The results presented in Figs. 3 and  4 were obtained by querying experiments in a serial (one-by-one) fashion. This allowed ARROWS3 to continually learn from each experimental outcome and update its ranking of precursor sets accordingly. However, traditional experiments are often parallelized. For example, multiple sets of precursors with a shared synthesis temperature may be tested simultaneously by loading them into one furnace33. Such an approach is also compatible with ARROWS3, for which a batch size can be specified to control how many experiments are suggested at each iteration.
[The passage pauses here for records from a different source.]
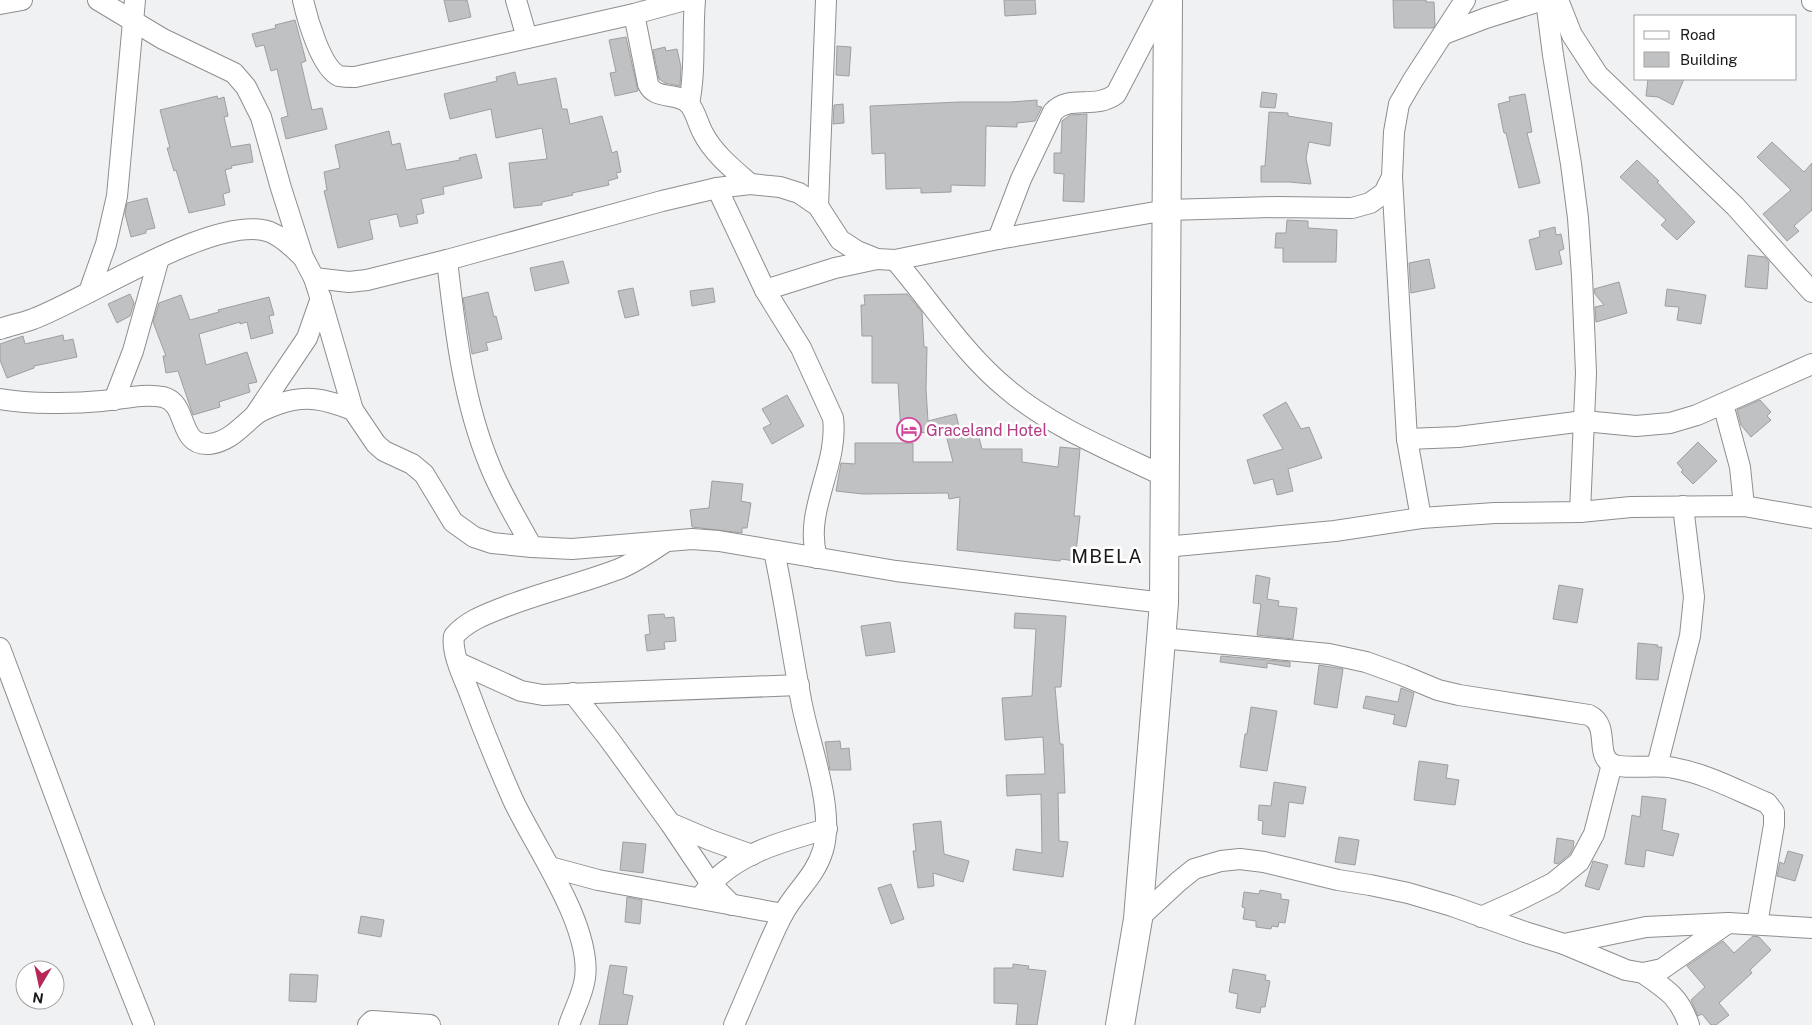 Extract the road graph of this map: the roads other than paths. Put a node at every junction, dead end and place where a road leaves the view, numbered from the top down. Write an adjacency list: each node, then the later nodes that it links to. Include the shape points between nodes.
1 (22, 0): 14 (street)
2 (98, 0): 16 (street)
3 (135, 0): 16 (street)
4 (303, 0): 18 (street, via 326,64 339,76 355,77)
5 (516, 0): 18 (street)
6 (685, 0): 15 (street)
7 (695, 0): 19 (street, via 693,84)
8 (826, 0): 23 (street)
9 (1164, 0): 25 (street, via 1116,94 1096,102 1066,103 1053,112 1021,179)
10 (1168, 0): 24 (highway)
11 (1465, 0): 17 (street)
12 (1544, 0): 17 (street); 45 (street, via 1578,218 1585,320)
13 (1558, 0): 34 (street, via 1572,35 1598,75 1735,206)
14 (0, 4)
15 (634, 14): 18 (street); 19 (street, via 650,90)
16 (132, 21): 26 (street, via 234,73 246,87 261,117); 33 (street, via 117,196 106,244)
17 (1444, 34): 20 (street, via 1399,104)
18 (527, 38)
19 (689, 104): 21 (street, via 715,151)
20 (1392, 177): 24 (street, via 1384,193 1370,203 1352,208); 46 (street)
21 (750, 184): 22 (street); 23 (street, via 799,193)
22 (717, 188): 28 (street); 32 (street)
23 (818, 206): 29 (street, via 840,240 857,251)
24 (1167, 210): 25 (street); 47 (highway)
25 (998, 239): 29 (street)
26 (303, 257): 27 (street, via 270,232 249,228 216,234); 30 (street)
27 (158, 258): 33 (street); 40 (street, via 133,351)
28 (447, 260): 31 (street); 54 (street, via 453,316 471,412 490,467)
29 (886, 260): 32 (street, via 835,268); 47 (street, via 1007,390 1068,429)
30 (314, 278): 31 (street); 35 (street)
31 (348, 282): 35 (street)
32 (765, 290): 57 (street, via 802,348 833,418 833,446 812,535)
33 (89, 292): 36 (street, via 33,319)
34 (1812, 292)
35 (321, 301): 38 (street); 44 (street, via 307,338)
36 (0, 328)
37 (1812, 364): 42 (street)
38 (342, 372): 39 (street); 43 (street)
39 (305, 398): 43 (street, via 332,401); 44 (street)
40 (114, 400): 41 (street); 44 (street, via 152,396 171,400 188,434 199,444 229,438)
41 (3, 402)
42 (1723, 404): 45 (street, via 1670,424 1636,426); 49 (street, via 1740,467)
43 (354, 410): 54 (street, via 376,444 424,474 447,514 461,529 492,543)
44 (255, 415)
45 (1584, 421): 46 (street, via 1458,437); 50 (street)
46 (1407, 439): 51 (street)
47 (1166, 477): 55 (highway)
48 (1684, 506): 49 (street); 50 (street); 65 (street, via 1693,587 1690,636)
49 (1744, 506): 52 (street)
50 (1580, 512): 51 (street)
51 (1421, 518): 55 (street, via 1335,531)
52 (1812, 518)
53 (666, 542): 54 (street, via 572,549); 56 (street, via 692,539 719,541); 61 (street, via 619,569 476,618 454,636)
54 (532, 547)
55 (1166, 547): 58 (highway)
56 (774, 551): 57 (street); 62 (street)
57 (817, 558): 58 (street, via 896,571)
58 (1164, 603): 59 (highway)
59 (1161, 638): 64 (street, via 1329,654 1366,662 1452,694 1589,715 1599,723 1604,756); 73 (highway)
60 (0, 648): 79 (street)
61 (459, 663): 63 (street, via 520,691 543,695); 69 (street, via 514,801)
62 (799, 685): 63 (street); 67 (street, via 826,808)
63 (573, 693): 66 (street)
64 (1612, 764): 65 (street); 72 (street, via 1594,834 1579,862 1553,883)
65 (1657, 766): 75 (street, via 1702,774 1767,803 1774,812)
66 (670, 823): 68 (street); 70 (street)
67 (827, 829): 68 (street, via 796,837); 71 (street, via 812,875)
68 (752, 855): 70 (street, via 726,870)
69 (550, 868): 70 (street, via 598,880); 82 (street, via 570,908 585,961 585,978)
70 (705, 892): 71 (street, via 732,905)
71 (783, 914): 83 (street)
72 (1481, 917): 73 (street, via 1408,894 1240,859 1220,861 1194,870); 77 (street)
73 (1138, 919): 84 (highway)
74 (1728, 923): 75 (street); 77 (street, via 1646,927); 78 (street, via 1662,969)
75 (1757, 924): 76 (street)
76 (1812, 928)
77 (1564, 944): 78 (street, via 1626,970)
78 (1643, 973): 85 (street, via 1671,992 1684,1010)
79 (144, 1025)
80 (368, 1025): 81 (street, via 372,1020)
81 (430, 1025)
82 (569, 1025)
83 (734, 1025)
84 (1120, 1025)
85 (1688, 1025)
As shown in Supplementary Fig. 4, the use of a larger batch size reduces the number of iterations (i.e., batches) required to identify all the optimal synthesis routes for YBCO. This also leads to shorter hold times required in the furnace. However, because a larger batch size limits the opportunities where ARROWS3 can learn and update its ranking, it also leads to a larger number of individual samples that must be queried to identify the optimal routes. The efficiency with which samples are queried becomes particularly affected at later stages in the experiments, where the algorithm has sufficient knowledge of the chemical space to make frequent updates to its ranking of different precursor sets. Hence, there exists a tradeoff between the number of batches and individual samples required to complete the optimization process, and the batch size acts as a hyperparameter to adjust this tradeoff depending on the user’s objectives and experimental setup.

NTMO

ARROWS3 was next tasked with optimizing the yield of Na2Te3Mo3O16 (NTMO) by choosing from 23 different precursor sets and two synthesis temperatures (300 and 400 °C), which were kept low to avoid melting of the samples49. In the top panel of Fig. 5a, we show the weight fraction of NTMO obtained at 400 °C for each precursor set that was tested. The solid dots represent experimentally observed weight fractions, whereas the hollow dots represent predictions made based on the intermediates formed at 300 °C. As detailed in the Methods section, a precursor set occasionally produces identical intermediates phases to a previously explored set. In this case, higher temperatures do not require sampling since their outcomes can already be predicted based on previous synthesis outcomes.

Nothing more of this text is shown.